Chapter Twenty-Nine #2

Oh yeah. The Hunger within her knew something was up.

I began gathering energy. The power of magic comes mainly from an emotional connection to whatever the intention of any given spell happened to be.

I was doing this to help my brother. I thought of him, of Thomas.

I thought of his wry humor. Of his laughter.

Of his courage. He’d stood beside me in extremely hairy situations.

I thought of his desperation when last I’d seen him outside of stasis, of how battered he’d been once the svartalves had gotten done with him.

Felt my desperation and my anger and my fear rising in time with the memories.

Anger and fear.

I had plenty of that to work with.

But that wasn’t all I had. It couldn’t be.

I focused on imagining my brother’s face. On the loyalty I felt for him.

I loved my brother.

I missed him.

And if anyone was going to help him, it was damned well going to be me.

I felt the energy building up around me, felt goose bumps flood across my own skin, the hairs on the back of my neck rising.

I’d forgotten the room’s lights. They all went at once, first burning brighter and brighter and then bursting into small clouds of sparks within the bulbs, leaving the room dark but for the candles, and faint traces of excess energy that sparkled off the field of the circle and danced about the paint and sigils in shades of pale green.

I lifted my right hand, the hand that projects energy, and directed my thoughts upon Lara.

Upon the thing inside her. I pushed my wizard’s senses forward, blending them with the circle, and suddenly I felt it—a slow, twisting roil of nauseating energy, giddying and sickening at the same time.

I felt a sudden desire to let out a mad cackle and suppressed it.

I’d felt this energy before.

Outsider. Hidden right there in front of me.

Outsiders were entities that existed in the raw chaos beyond the Outer Gates, the borders of reality.

They didn’t much believe in coexistence.

Lovecraftian horrors, madness distilled into flesh, things so alien that there simply wasn’t much of a way to understand them, or what they wanted, or why they did the things they did.

I knew they were universally dangerous, universally hostile, and that if they had their way, they’d gleefully tear reality back down into primal chaos, taking every living thing with it.

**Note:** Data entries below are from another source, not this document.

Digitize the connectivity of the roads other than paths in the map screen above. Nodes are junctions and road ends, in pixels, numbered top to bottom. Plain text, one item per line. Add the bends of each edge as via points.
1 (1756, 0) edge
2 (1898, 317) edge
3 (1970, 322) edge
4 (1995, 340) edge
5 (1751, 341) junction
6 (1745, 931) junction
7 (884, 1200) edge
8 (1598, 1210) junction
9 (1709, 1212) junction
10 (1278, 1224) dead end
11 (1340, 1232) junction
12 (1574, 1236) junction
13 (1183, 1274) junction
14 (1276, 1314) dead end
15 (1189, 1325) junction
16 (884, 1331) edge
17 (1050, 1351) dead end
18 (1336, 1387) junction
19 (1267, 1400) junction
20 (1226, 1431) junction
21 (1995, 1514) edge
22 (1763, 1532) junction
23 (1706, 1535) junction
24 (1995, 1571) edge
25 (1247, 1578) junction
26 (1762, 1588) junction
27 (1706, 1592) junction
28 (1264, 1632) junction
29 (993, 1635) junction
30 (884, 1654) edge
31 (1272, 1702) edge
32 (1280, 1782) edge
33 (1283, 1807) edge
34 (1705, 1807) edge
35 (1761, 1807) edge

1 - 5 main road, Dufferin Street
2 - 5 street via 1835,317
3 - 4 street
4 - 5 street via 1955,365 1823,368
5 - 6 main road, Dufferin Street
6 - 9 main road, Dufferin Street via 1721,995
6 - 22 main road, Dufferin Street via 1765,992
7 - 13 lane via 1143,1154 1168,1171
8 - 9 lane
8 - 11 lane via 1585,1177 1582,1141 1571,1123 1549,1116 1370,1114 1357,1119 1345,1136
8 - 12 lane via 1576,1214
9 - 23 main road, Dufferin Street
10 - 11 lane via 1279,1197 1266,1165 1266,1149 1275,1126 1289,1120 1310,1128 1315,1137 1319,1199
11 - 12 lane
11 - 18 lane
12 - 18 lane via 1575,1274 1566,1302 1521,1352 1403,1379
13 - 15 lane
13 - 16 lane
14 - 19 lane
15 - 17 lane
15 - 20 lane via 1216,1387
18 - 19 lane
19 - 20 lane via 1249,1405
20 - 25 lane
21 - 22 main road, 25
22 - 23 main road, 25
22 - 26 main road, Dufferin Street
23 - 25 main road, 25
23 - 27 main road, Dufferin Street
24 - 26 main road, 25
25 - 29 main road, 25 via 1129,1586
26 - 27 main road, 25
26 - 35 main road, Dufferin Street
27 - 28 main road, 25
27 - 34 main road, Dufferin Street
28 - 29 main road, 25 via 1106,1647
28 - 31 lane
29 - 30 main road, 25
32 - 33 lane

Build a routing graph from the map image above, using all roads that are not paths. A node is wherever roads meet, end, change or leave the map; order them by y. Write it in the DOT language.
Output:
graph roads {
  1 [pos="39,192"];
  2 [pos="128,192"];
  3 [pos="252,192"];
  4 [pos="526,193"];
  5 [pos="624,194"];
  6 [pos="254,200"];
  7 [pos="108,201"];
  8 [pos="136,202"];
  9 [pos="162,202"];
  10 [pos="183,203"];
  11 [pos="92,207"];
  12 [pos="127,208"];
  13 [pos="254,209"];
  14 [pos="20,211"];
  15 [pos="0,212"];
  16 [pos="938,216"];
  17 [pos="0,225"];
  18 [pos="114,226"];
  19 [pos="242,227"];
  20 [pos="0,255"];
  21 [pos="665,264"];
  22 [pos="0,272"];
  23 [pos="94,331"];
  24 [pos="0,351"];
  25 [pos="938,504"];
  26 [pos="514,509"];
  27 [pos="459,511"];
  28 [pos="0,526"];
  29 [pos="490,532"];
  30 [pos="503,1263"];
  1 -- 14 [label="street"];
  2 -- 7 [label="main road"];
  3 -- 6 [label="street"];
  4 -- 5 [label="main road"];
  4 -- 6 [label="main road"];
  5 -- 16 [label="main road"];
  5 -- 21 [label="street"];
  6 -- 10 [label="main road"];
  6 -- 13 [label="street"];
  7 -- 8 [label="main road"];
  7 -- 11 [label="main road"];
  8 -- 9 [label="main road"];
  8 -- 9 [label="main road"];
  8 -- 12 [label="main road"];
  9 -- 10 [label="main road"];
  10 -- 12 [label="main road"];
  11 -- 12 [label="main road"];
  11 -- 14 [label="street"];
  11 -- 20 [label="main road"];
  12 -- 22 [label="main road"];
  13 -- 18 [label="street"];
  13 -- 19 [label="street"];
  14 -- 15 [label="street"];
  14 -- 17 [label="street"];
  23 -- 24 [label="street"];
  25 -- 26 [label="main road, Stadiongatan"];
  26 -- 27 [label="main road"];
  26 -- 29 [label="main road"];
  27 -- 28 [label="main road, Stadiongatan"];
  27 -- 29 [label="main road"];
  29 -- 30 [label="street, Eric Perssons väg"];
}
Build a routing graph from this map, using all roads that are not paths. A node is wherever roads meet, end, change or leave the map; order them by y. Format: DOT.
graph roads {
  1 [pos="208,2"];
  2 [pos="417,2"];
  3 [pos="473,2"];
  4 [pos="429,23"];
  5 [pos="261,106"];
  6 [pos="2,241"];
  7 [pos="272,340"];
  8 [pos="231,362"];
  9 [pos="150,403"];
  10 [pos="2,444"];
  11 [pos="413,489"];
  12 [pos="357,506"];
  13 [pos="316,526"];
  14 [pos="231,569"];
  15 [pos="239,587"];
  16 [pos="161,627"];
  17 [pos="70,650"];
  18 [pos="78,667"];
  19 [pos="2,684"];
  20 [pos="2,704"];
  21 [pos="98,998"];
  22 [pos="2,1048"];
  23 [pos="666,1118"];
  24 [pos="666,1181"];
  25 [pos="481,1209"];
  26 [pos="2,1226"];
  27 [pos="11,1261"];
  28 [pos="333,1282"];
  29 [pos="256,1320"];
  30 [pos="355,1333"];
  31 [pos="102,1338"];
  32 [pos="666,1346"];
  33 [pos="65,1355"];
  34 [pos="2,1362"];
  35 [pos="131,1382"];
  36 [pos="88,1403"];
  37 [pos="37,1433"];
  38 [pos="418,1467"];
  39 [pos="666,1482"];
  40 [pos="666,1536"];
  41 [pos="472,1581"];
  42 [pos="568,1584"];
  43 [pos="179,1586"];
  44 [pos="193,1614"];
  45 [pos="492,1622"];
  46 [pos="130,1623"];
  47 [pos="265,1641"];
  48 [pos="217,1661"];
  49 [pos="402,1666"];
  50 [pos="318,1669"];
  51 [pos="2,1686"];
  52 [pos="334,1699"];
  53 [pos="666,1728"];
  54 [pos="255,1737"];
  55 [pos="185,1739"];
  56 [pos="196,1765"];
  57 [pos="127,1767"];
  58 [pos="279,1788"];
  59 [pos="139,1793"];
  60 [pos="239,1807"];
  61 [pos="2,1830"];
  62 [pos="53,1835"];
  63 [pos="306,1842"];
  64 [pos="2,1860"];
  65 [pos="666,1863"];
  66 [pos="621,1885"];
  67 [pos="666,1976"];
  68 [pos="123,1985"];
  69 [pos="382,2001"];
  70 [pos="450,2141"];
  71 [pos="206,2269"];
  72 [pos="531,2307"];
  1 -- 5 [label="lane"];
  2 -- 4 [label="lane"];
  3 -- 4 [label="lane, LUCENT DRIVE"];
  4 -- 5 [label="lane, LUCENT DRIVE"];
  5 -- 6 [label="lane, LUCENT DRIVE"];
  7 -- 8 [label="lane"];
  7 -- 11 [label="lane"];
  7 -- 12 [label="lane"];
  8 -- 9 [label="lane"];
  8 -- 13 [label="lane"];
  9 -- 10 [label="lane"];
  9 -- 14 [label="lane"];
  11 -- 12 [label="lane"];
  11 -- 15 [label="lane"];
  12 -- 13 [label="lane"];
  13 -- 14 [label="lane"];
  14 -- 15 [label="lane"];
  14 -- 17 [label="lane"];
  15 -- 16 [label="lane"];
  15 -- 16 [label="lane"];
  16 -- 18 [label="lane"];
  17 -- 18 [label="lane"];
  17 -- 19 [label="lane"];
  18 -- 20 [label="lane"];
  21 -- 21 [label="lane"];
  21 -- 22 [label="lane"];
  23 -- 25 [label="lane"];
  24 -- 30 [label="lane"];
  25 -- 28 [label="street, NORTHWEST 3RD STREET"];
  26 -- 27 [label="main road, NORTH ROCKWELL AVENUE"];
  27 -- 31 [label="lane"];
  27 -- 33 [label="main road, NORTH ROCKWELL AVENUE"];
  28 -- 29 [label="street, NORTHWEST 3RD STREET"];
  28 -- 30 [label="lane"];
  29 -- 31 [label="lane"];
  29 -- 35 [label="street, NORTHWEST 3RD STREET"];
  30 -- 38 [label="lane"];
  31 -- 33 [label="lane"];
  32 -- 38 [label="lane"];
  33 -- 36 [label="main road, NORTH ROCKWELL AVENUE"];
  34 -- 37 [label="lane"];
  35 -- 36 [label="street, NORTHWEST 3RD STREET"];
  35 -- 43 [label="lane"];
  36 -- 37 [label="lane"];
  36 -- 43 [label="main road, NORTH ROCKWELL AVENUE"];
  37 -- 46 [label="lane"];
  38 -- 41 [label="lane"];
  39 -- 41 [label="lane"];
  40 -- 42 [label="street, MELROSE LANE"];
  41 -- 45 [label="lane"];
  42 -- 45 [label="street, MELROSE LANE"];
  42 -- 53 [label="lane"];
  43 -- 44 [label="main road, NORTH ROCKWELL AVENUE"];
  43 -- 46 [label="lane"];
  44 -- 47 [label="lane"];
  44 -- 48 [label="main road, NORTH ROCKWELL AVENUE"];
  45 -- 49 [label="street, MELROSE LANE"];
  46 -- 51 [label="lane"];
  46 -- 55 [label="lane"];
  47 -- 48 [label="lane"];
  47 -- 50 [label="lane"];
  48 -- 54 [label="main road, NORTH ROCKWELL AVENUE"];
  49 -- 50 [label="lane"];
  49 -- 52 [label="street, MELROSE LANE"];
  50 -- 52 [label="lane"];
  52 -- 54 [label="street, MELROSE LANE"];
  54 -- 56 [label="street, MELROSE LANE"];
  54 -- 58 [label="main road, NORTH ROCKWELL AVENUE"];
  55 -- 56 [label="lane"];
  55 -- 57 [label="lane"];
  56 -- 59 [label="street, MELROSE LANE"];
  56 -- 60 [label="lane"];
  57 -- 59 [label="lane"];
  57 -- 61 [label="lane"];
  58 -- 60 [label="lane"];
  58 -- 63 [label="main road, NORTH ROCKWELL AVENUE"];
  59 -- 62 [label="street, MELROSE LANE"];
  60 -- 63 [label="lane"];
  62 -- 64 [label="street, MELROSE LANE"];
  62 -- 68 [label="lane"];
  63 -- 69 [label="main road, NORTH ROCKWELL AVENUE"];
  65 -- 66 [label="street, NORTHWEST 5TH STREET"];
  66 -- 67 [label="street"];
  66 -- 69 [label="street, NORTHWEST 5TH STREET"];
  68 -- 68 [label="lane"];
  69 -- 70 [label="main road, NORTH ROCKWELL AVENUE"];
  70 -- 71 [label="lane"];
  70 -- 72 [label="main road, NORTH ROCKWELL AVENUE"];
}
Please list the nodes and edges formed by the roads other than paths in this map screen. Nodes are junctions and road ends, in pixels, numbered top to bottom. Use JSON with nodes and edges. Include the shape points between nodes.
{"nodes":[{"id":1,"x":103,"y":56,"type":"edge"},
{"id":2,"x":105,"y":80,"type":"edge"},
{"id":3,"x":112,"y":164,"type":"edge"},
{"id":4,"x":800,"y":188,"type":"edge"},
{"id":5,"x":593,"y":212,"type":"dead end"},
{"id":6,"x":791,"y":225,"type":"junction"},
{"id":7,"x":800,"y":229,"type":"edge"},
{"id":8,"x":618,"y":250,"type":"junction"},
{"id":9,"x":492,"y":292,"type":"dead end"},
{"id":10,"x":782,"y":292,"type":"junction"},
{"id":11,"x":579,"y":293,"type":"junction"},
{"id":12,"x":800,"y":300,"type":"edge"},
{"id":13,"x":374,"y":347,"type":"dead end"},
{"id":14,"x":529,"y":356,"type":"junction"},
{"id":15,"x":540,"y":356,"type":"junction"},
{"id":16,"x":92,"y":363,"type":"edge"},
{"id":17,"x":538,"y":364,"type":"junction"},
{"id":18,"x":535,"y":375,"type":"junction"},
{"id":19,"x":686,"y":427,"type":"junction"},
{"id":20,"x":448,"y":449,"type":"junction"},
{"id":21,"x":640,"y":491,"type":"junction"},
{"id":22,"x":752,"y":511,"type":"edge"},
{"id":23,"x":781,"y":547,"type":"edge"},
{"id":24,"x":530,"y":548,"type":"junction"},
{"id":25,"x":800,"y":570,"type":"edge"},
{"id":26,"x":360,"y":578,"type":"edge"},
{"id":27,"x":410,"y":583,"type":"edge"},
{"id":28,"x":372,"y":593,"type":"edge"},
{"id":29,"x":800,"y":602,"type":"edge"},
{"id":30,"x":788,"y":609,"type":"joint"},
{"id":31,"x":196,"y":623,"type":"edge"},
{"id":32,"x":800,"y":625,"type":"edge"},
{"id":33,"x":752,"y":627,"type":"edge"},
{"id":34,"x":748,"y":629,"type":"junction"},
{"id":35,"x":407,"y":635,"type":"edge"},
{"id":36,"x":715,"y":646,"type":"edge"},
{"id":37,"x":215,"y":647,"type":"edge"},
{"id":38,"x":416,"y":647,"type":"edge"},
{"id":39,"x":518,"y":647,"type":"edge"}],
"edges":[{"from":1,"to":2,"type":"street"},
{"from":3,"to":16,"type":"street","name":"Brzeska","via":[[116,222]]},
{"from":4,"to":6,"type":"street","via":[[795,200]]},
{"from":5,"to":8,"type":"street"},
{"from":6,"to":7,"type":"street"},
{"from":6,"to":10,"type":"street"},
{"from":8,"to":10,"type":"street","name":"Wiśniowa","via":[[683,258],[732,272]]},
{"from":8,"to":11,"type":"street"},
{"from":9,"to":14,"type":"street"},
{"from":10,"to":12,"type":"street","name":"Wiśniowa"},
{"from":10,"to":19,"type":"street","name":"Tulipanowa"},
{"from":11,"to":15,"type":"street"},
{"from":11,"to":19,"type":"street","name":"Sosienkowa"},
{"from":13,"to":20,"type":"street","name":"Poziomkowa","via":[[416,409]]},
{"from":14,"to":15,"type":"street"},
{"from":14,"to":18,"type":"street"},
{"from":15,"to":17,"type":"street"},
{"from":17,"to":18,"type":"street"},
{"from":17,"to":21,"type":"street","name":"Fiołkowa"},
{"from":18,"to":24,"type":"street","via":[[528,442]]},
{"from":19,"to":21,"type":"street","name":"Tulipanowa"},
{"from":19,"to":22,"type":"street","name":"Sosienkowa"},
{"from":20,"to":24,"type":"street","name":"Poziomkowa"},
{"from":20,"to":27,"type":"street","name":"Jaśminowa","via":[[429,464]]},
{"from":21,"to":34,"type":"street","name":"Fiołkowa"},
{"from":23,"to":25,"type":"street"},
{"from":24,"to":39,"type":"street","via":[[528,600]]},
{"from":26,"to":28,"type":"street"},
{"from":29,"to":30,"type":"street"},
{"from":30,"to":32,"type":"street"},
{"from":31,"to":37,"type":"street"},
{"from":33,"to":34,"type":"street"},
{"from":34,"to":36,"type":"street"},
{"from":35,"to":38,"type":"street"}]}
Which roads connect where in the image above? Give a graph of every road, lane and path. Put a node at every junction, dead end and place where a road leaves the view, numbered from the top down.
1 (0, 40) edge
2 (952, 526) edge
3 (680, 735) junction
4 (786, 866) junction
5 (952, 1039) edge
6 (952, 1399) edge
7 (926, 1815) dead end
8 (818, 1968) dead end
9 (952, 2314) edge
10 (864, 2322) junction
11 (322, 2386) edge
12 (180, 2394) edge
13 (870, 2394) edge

And I knew that when I talked, they had to listen. When I fought them, they got hurt. When I slung my magic at them, they had to labor to fight against it. I and, presumably, the other starborn.

“Hear me, Hunger,” I murmured. The power I’d gathered changed my voice. It was deeper, harder, twisting oddly through the room. “Hear me.”

Lara drew in a sharp breath and her eyes became brighter, silvery, reflective. “Oh. Oh, empty night,” she breathed. Her skin suddenly glistened with perspiration. “What’s happening?”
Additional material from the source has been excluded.